### Task prompt
In the material below, find each line with the word "hand" and list it.
******************************
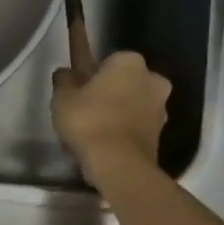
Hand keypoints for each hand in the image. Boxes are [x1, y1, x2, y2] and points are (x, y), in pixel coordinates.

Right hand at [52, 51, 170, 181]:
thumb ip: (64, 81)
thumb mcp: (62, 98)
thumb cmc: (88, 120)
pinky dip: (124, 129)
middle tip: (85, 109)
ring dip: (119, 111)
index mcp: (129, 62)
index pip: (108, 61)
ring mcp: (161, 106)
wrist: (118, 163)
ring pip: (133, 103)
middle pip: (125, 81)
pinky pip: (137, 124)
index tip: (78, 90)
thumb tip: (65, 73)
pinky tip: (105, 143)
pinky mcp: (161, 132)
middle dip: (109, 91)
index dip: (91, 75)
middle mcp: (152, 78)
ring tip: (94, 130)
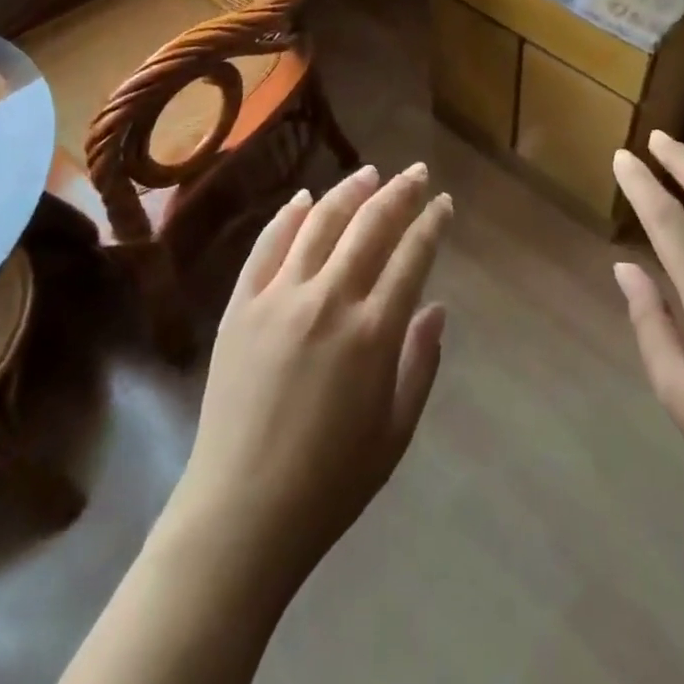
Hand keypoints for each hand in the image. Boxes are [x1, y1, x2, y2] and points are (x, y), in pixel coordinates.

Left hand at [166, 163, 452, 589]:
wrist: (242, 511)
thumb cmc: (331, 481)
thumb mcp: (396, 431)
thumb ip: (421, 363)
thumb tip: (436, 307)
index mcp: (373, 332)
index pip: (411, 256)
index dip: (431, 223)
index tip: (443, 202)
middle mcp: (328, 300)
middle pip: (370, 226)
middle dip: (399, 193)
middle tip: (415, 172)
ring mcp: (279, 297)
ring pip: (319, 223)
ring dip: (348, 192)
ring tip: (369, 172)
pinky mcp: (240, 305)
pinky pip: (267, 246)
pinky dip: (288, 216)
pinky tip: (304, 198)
******************************
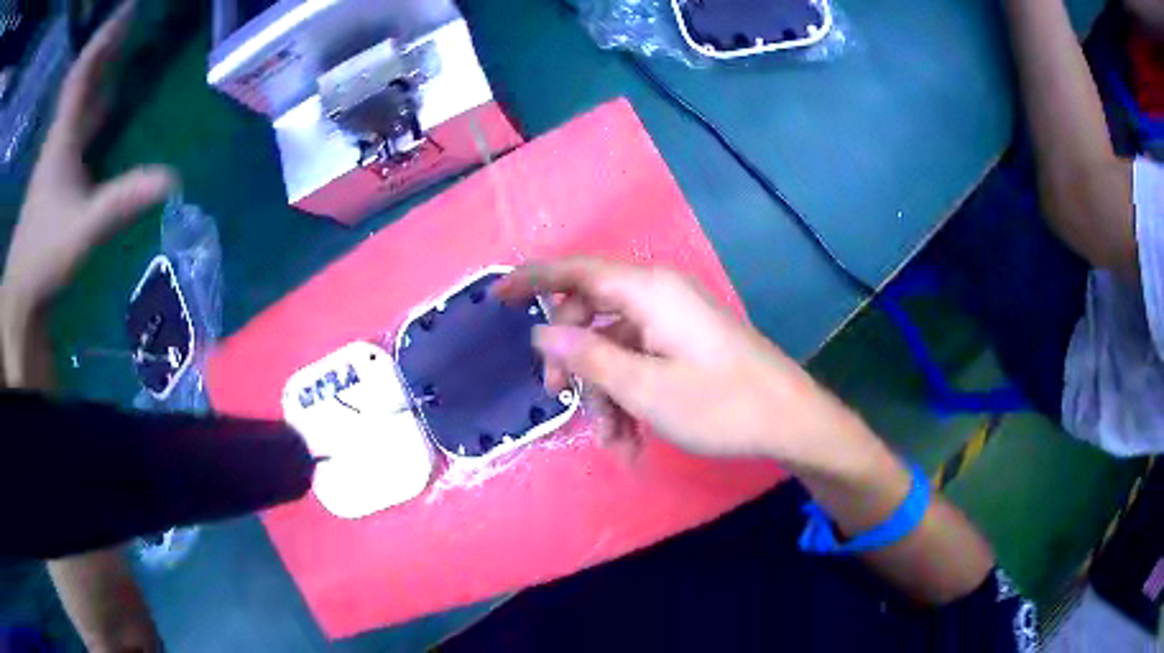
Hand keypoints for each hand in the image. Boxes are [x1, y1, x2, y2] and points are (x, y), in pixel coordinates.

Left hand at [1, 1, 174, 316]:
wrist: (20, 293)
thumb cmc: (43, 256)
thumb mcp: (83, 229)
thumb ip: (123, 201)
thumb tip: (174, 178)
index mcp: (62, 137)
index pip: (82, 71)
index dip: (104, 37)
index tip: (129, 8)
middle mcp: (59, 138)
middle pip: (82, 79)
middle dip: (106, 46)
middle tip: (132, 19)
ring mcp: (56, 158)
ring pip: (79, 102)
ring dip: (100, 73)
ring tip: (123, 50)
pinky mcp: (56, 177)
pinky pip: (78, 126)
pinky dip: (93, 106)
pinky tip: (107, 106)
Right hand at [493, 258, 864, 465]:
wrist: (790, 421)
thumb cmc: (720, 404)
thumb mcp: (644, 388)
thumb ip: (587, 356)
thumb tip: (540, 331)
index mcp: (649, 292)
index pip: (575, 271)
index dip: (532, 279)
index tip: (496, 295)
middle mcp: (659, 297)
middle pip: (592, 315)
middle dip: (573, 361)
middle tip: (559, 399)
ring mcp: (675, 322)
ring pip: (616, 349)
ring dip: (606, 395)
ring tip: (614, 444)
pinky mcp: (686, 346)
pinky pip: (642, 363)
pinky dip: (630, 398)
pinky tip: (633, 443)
******************************
### Result of this task
Hand keypoints for each hand in the image. Boxes are [x1, y1, x2, y2] and points are (x, y), in pixel coordinates.
Right hand at [52, 51, 170, 181]:
Hand keypoints for each hand in the image. Boxes are [x1, y1, x2, y2] and points are (x, y), in pixel coordinates.
Left hand at [166, 163, 452, 589]:
Hand keypoints for each hand in the image. Boxes are [x1, y1, x2, y2] and points are (x, y), in pixel coordinates.
Left hand at [1, 1, 174, 316]:
Right hand at [493, 258, 864, 465]:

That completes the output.